‘Jolly good,’ I called to them. ‘Hurry up and get dry and there’s cocoa in the kitchens for you.’
Then there came again the rustle of whispers – ‘Who’s that?’, ‘Miss Gilver’, ‘French mistress’ – as they folded their deckchairs and leaned them together like playing cards (in Scotland, even on an afternoon where the sky is clear to the far horizon, one is always preparing for rain).
It was a very pleasant scene, the mild sunshine and the girls in their colourful bathing suits; even the pool itself was not so monstrous viewed from down here. The steps and rails were of painted wood and not the nasty chromium of a common lido and the turquoise-blue tiles stopped at the water’s edge; the lounging terrace around it was good grey granite and weathering nicely.
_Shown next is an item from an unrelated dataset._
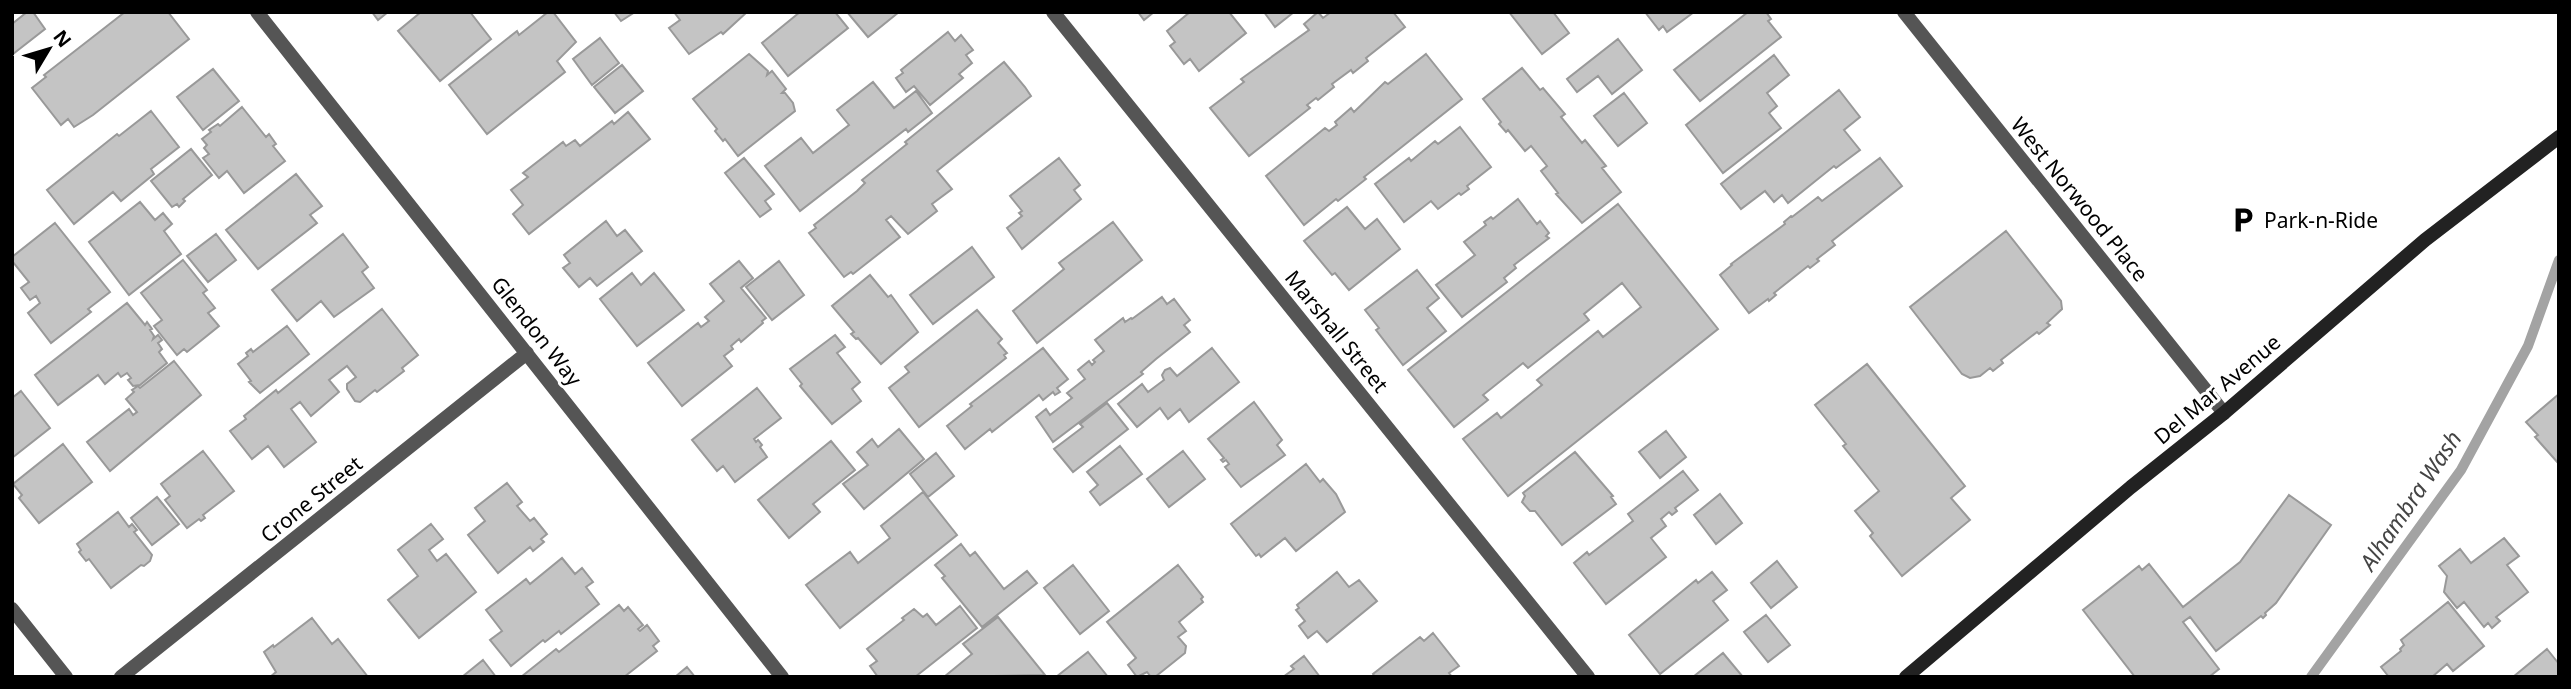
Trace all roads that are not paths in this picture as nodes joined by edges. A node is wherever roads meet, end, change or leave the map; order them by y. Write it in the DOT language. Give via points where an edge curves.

I stepped over to read the inscription carved into an especially large granite slab. The Rowe-Issing Bathing Pool, it read. By the kindness of Cmdr and Mrs B. T. H. Rowe-Issing. Opened 21st June 1925.
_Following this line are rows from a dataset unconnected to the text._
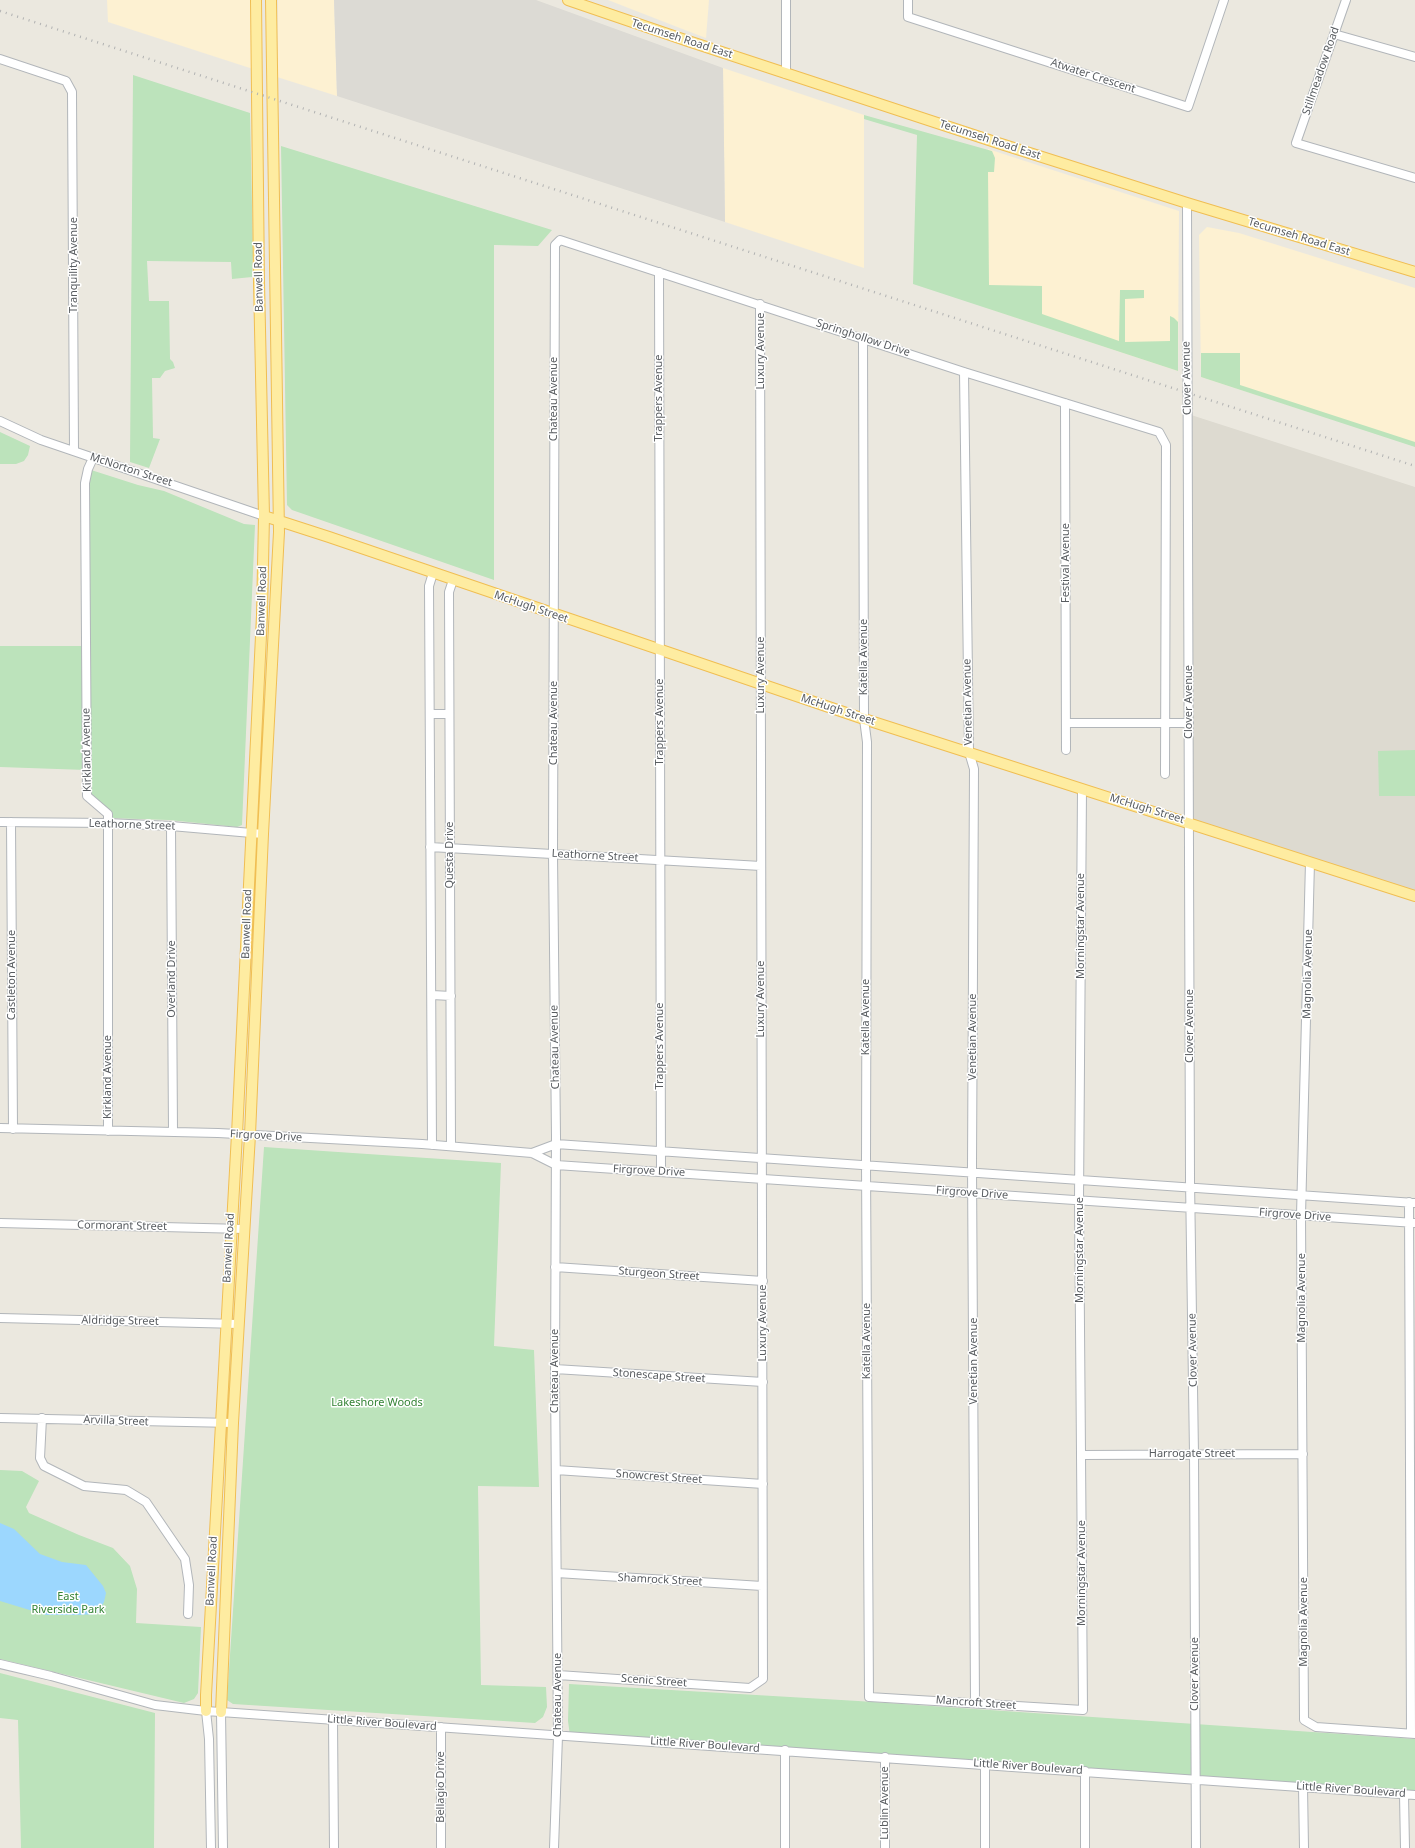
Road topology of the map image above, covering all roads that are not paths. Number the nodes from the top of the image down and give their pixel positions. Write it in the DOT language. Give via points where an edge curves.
graph roads {
  1 [pos="256,0"];
  2 [pos="271,0"];
  3 [pos="568,0"];
  4 [pos="786,0"];
  5 [pos="908,0"];
  6 [pos="1224,0"];
  7 [pos="1346,0"];
  8 [pos="1334,34"];
  9 [pos="1415,57"];
  10 [pos="0,59"];
  11 [pos="786,74"];
  12 [pos="1415,178"];
  13 [pos="1187,203"];
  14 [pos="555,245"];
  15 [pos="659,272"];
  16 [pos="1415,272"];
  17 [pos="760,304"];
  18 [pos="863,338"];
  19 [pos="964,372"];
  20 [pos="1065,403"];
  21 [pos="0,421"];
  22 [pos="74,451"];
  23 [pos="93,458"];
  24 [pos="264,516"];
  25 [pos="279,521"];
  26 [pos="433,573"];
  27 [pos="454,580"];
  28 [pos="554,614"];
  29 [pos="660,650"];
  30 [pos="761,685"];
  31 [pos="430,714"];
  32 [pos="449,714"];
  33 [pos="864,719"];
  34 [pos="1066,723"];
  35 [pos="1189,723"];
  36 [pos="1165,724"];
  37 [pos="1066,750"];
  38 [pos="969,752"];
  39 [pos="1165,774"];
  40 [pos="1082,789"];
  41 [pos="0,822"];
  42 [pos="11,822"];
  43 [pos="108,823"];
  44 [pos="1190,823"];
  45 [pos="171,826"];
  46 [pos="250,833"];
  47 [pos="263,834"];
  48 [pos="430,847"];
  49 [pos="451,848"];
  50 [pos="553,854"];
  51 [pos="660,860"];
  52 [pos="1310,862"];
  53 [pos="760,866"];
  54 [pos="1415,896"];
  55 [pos="432,995"];
  56 [pos="451,996"];
  57 [pos="0,1128"];
  58 [pos="13,1128"];
  59 [pos="108,1131"];
  60 [pos="173,1132"];
  61 [pos="237,1134"];
  62 [pos="250,1135"];
  63 [pos="556,1144"];
  64 [pos="432,1145"];
  65 [pos="451,1146"];
  66 [pos="660,1150"];
  67 [pos="532,1153"];
  68 [pos="762,1159"];
  69 [pos="556,1165"];
  70 [pos="866,1165"];
  71 [pos="661,1171"];
  72 [pos="972,1172"];
  73 [pos="762,1178"];
  74 [pos="1080,1179"];
  75 [pos="866,1185"];
  76 [pos="1190,1187"];
  77 [pos="973,1194"];
  78 [pos="1303,1194"];
  79 [pos="1079,1200"];
  80 [pos="1412,1203"];
  81 [pos="1191,1207"];
  82 [pos="1301,1215"];
  83 [pos="1412,1222"];
  84 [pos="0,1223"];
  85 [pos="230,1228"];
  86 [pos="244,1229"];
  87 [pos="555,1267"];
  88 [pos="762,1281"];
  89 [pos="0,1318"];
  90 [pos="225,1324"];
  91 [pos="240,1324"];
  92 [pos="555,1369"];
  93 [pos="763,1382"];
  94 [pos="0,1418"];
  95 [pos="42,1418"];
  96 [pos="220,1423"];
  97 [pos="233,1423"];
  98 [pos="1194,1454"];
  99 [pos="1303,1454"];
  100 [pos="1081,1455"];
  101 [pos="556,1470"];
  102 [pos="763,1484"];
  103 [pos="557,1574"];
  104 [pos="762,1586"];
  105 [pos="188,1614"];
  106 [pos="0,1664"];
  107 [pos="558,1675"];
  108 [pos="750,1688"];
  109 [pos="870,1696"];
  110 [pos="976,1703"];
  111 [pos="206,1710"];
  112 [pos="1083,1710"];
  113 [pos="221,1712"];
  114 [pos="334,1719"];
  115 [pos="441,1727"];
  116 [pos="1413,1733"];
  117 [pos="558,1736"];
  118 [pos="785,1750"];
  119 [pos="885,1758"];
  120 [pos="985,1764"];
  121 [pos="1085,1771"];
  122 [pos="1196,1778"];
  123 [pos="1303,1786"];
  124 [pos="1404,1794"];
  125 [pos="1415,1794"];
  126 [pos="211,1848"];
  127 [pos="223,1848"];
  128 [pos="334,1848"];
  129 [pos="441,1848"];
  130 [pos="554,1848"];
  131 [pos="785,1848"];
  132 [pos="885,1848"];
  133 [pos="985,1848"];
  134 [pos="1085,1848"];
  135 [pos="1196,1848"];
  136 [pos="1304,1848"];
  137 [pos="1404,1848"];
  1 -- 24 [label="main road, Banwell Road"];
  2 -- 25 [label="main road, Banwell Road"];
  3 -- 11 [label="main road, Tecumseh Road East"];
  4 -- 11 [label="street"];
  5 -- 6 [label="street, Atwater Crescent" via="908,17 1188,107"];
  7 -- 8 [label="street, Stillmeadow Road"];
  8 -- 9 [label="street"];
  8 -- 12 [label="street, Stillmeadow Road" via="1296,143"];
  10 -- 22 [label="street, Tranquility Avenue" via="66,81 72,92"];
  11 -- 13 [label="main road, Tecumseh Road East"];
  13 -- 16 [label="main road, Tecumseh Road East"];
  13 -- 35 [label="street, Clover Avenue"];
  14 -- 15 [label="street, Springhollow Drive" via="560,240"];
  14 -- 28 [label="street, Chateau Avenue"];
  15 -- 17 [label="street, Springhollow Drive"];
  15 -- 29 [label="street, Trappers Avenue"];
  17 -- 18 [label="street, Springhollow Drive"];
  17 -- 30 [label="street, Luxury Avenue"];
  18 -- 19 [label="street, Springhollow Drive"];
  18 -- 33 [label="street, Katella Avenue"];
  19 -- 20 [label="street, Springhollow Drive"];
  19 -- 38 [label="street, Venetian Avenue"];
  20 -- 34 [label="street, Festival Avenue"];
  20 -- 36 [label="street, Springhollow Drive" via="1159,432 1166,445"];
  21 -- 22 [label="street, McNorton Street" via="41,440"];
  22 -- 23 [label="street, McNorton Street"];
  23 -- 24 [label="street, McNorton Street"];
  23 -- 43 [label="street, Kirkland Avenue" via="85,484 87,796 108,814"];
  24 -- 25 [label="main road, McHugh Street"];
  24 -- 46 [label="main road, Banwell Road" via="262,615"];
  25 -- 26 [label="main road, McHugh Street"];
  25 -- 47 [label="main road, Banwell Road"];
  26 -- 27 [label="main road, McHugh Street"];
  26 -- 31 [label="street, Questa Drive" via="429,586"];
  27 -- 28 [label="main road, McHugh Street"];
  27 -- 32 [label="street, Questa Drive" via="449,592"];
  28 -- 29 [label="main road, McHugh Street"];
  28 -- 50 [label="street, Chateau Avenue"];
  29 -- 30 [label="main road, McHugh Street"];
  29 -- 51 [label="street, Trappers Avenue"];
  30 -- 33 [label="main road, McHugh Street"];
  30 -- 53 [label="street, Luxury Avenue"];
  31 -- 32 [label="street"];
  31 -- 48 [label="street, Questa Drive"];
  32 -- 49 [label="street, Questa Drive"];
  33 -- 38 [label="main road, McHugh Street"];
  33 -- 70 [label="street, Katella Avenue" via="867,742"];
  34 -- 36 [label="street"];
  34 -- 37 [label="street, Festival Avenue"];
  35 -- 36 [label="street"];
  35 -- 44 [label="street, Clover Avenue"];
  36 -- 39 [label="street"];
  38 -- 40 [label="main road, McHugh Street"];
  38 -- 72 [label="street, Venetian Avenue" via="974,769"];
  40 -- 44 [label="main road, McHugh Street"];
  40 -- 74 [label="street, Morningstar Avenue"];
  41 -- 42 [label="street, Leathorne Street"];
  42 -- 43 [label="street, Leathorne Street"];
  42 -- 58 [label="street, Castleton Avenue"];
  43 -- 45 [label="street, Leathorne Street"];
  43 -- 59 [label="street, Kirkland Avenue"];
  44 -- 52 [label="main road, McHugh Street"];
  44 -- 76 [label="street, Clover Avenue"];
  45 -- 46 [label="street, Leathorne Street"];
  45 -- 60 [label="street, Overland Drive"];
  46 -- 47 [label="street, Leathorne Street"];
  46 -- 61 [label="main road, Banwell Road"];
  47 -- 62 [label="main road, Banwell Road"];
  48 -- 49 [label="street, Leathorne Street"];
  48 -- 55 [label="street, Questa Drive"];
  49 -- 50 [label="street, Leathorne Street"];
  49 -- 56 [label="street, Questa Drive"];
  50 -- 51 [label="street, Leathorne Street"];
  50 -- 63 [label="street, Chateau Avenue"];
  51 -- 53 [label="street, Leathorne Street"];
  51 -- 66 [label="street, Trappers Avenue"];
  52 -- 54 [label="main road, McHugh Street"];
  52 -- 78 [label="street, Magnolia Avenue"];
  53 -- 68 [label="street, Luxury Avenue"];
  55 -- 56 [label="street"];
  55 -- 64 [label="street, Questa Drive"];
  56 -- 65 [label="street, Questa Drive"];
  57 -- 58 [label="street, Firgrove Drive"];
  58 -- 59 [label="street, Firgrove Drive"];
  59 -- 60 [label="street, Firgrove Drive"];
  60 -- 61 [label="street, Firgrove Drive"];
  61 -- 62 [label="street, Firgrove Drive"];
  61 -- 85 [label="main road, Banwell Road"];
  62 -- 64 [label="street, Firgrove Drive"];
  62 -- 86 [label="main road, Banwell Road"];
  63 -- 66 [label="street, Firgrove Drive"];
  63 -- 67 [label="street, Firgrove Drive"];
  63 -- 69 [label="street, Chateau Avenue"];
  64 -- 65 [label="street, Firgrove Drive"];
  65 -- 67 [label="street, Firgrove Drive"];
  66 -- 68 [label="street, Firgrove Drive"];
  66 -- 71 [label="street, Trappers Avenue"];
  67 -- 69 [label="street, Firgrove Drive"];
  68 -- 70 [label="street, Firgrove Drive"];
  68 -- 73 [label="street, Luxury Avenue"];
  69 -- 71 [label="street, Firgrove Drive"];
  69 -- 87 [label="street, Chateau Avenue"];
  70 -- 72 [label="street, Firgrove Drive"];
  70 -- 75 [label="street, Katella Avenue"];
  71 -- 73 [label="street, Firgrove Drive"];
  72 -- 74 [label="street, Firgrove Drive"];
  72 -- 77 [label="street, Venetian Avenue"];
  73 -- 75 [label="street, Firgrove Drive"];
  73 -- 88 [label="street, Luxury Avenue"];
  74 -- 76 [label="street, Firgrove Drive"];
  74 -- 79 [label="street, Morningstar Avenue"];
  75 -- 77 [label="street, Firgrove Drive"];
  75 -- 109 [label="street, Katella Avenue"];
  76 -- 78 [label="street, Firgrove Drive"];
  76 -- 81 [label="street, Clover Avenue"];
  77 -- 79 [label="street, Firgrove Drive"];
  77 -- 110 [label="street, Venetian Avenue"];
  78 -- 80 [label="street, Firgrove Drive"];
  78 -- 82 [label="street, Magnolia Avenue"];
  79 -- 81 [label="street, Firgrove Drive"];
  79 -- 100 [label="street, Morningstar Avenue"];
  80 -- 83 [label="street"];
  81 -- 82 [label="street, Firgrove Drive"];
  81 -- 98 [label="street, Clover Avenue"];
  82 -- 83 [label="street, Firgrove Drive"];
  82 -- 99 [label="street, Magnolia Avenue"];
  83 -- 116 [label="street"];
  84 -- 85 [label="street, Cormorant Street"];
  85 -- 86 [label="street, Cormorant Street"];
  85 -- 90 [label="main road, Banwell Road"];
  86 -- 91 [label="main road, Banwell Road"];
  87 -- 88 [label="street, Sturgeon Street"];
  87 -- 92 [label="street, Chateau Avenue"];
  88 -- 93 [label="street, Luxury Avenue"];
  89 -- 90 [label="street, Aldridge Street"];
  90 -- 91 [label="street, Aldridge Street"];
  90 -- 96 [label="main road, Banwell Road"];
  91 -- 97 [label="main road, Banwell Road"];
  92 -- 93 [label="street, Stonescape Street"];
  92 -- 101 [label="street, Chateau Avenue"];
  93 -- 102 [label="street, Luxury Avenue"];
  94 -- 95 [label="street, Arvilla Street"];
  95 -- 96 [label="street, Arvilla Street"];
  95 -- 105 [label="street" via="40,1458 44,1466 84,1486 126,1490 146,1502 185,1559 189,1585"];
  96 -- 97 [label="street, Arvilla Street"];
  96 -- 111 [label="main road, Banwell Road"];
  97 -- 113 [label="main road, Banwell Road"];
  98 -- 99 [label="street, Harrogate Street"];
  98 -- 100 [label="street, Harrogate Street"];
  98 -- 122 [label="street, Clover Avenue"];
  99 -- 116 [label="street, Magnolia Avenue" via="1304,1720 1316,1728"];
  100 -- 112 [label="street, Morningstar Avenue"];
  101 -- 102 [label="street, Snowcrest Street"];
  101 -- 103 [label="street, Chateau Avenue"];
  102 -- 104 [label="street, Luxury Avenue"];
  103 -- 104 [label="street, Shamrock Street"];
  103 -- 107 [label="street, Chateau Avenue"];
  104 -- 108 [label="street, Luxury Avenue" via="763,1679"];
  106 -- 111 [label="street, Little River Boulevard" via="155,1705"];
  107 -- 108 [label="street, Scenic Street"];
  107 -- 117 [label="street, Chateau Avenue"];
  109 -- 110 [label="street, Mancroft Street"];
  110 -- 112 [label="street, Mancroft Street"];
  111 -- 113 [label="street, Little River Boulevard"];
  111 -- 126 [label="street, Banwell Road"];
  113 -- 114 [label="street, Little River Boulevard"];
  113 -- 127 [label="street, Banwell Road"];
  114 -- 115 [label="street, Little River Boulevard"];
  114 -- 128 [label="street"];
  115 -- 117 [label="street, Little River Boulevard"];
  115 -- 129 [label="street, Bellagio Drive"];
  117 -- 118 [label="street, Little River Boulevard"];
  117 -- 130 [label="street, Chateau Avenue"];
  118 -- 119 [label="street, Little River Boulevard"];
  118 -- 131 [label="street"];
  119 -- 120 [label="street, Little River Boulevard"];
  119 -- 132 [label="street, Lublin Avenue"];
  120 -- 121 [label="street, Little River Boulevard"];
  120 -- 133 [label="street"];
  121 -- 122 [label="street, Little River Boulevard"];
  121 -- 134 [label="street"];
  122 -- 123 [label="street, Little River Boulevard"];
  122 -- 135 [label="street, Clover Avenue"];
  123 -- 124 [label="street, Little River Boulevard"];
  123 -- 136 [label="street"];
  124 -- 125 [label="street, Little River Boulevard"];
  124 -- 137 [label="street"];
}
I stared until my watering eyes reminded me to blink. It was unthinkable that Basil and Candide Rowe-Issing had given Miss Shanks’s funny little school a bathing pool. For one thing, they had no money these days. For another, what bent pennies they ever did find down the backs of sofas were spent on their son, as could only be expected. And finally, even had they no son and had they pots of money as before, a garish blue bathing pool with their names etched in black on a granite slab by the deep end . . . nothing would have possessed them. I could picture Candide’s little shudder and the pursed little moue of her mouth at anything half so vulgar.
It was hardly less unthinkable, though, that there could be two Commander B.T.H. Rowe-Issings and that one would donate a pool to the school where the other’s daughter happened to be boarding.
Such a puzzle, and such a delicious morsel too. Not that I was a gossip; at least, I had not been until I took up detective work, but of late I had begun to wonder. Perhaps the very habit of sleuthing was working on some neglected part of me, like eurhythmics for posture, causing it to grow brawny from frequent use. Perhaps, on the other hand, the question of the Rowe-Issing bathing pool would have piqued the interest of a swami sitting cross-legged in a tree. In either case, for the first time that day I did not wish that Alec was there to listen and enlighten. For the first time in my professional life, I think, I simply longed for Hugh.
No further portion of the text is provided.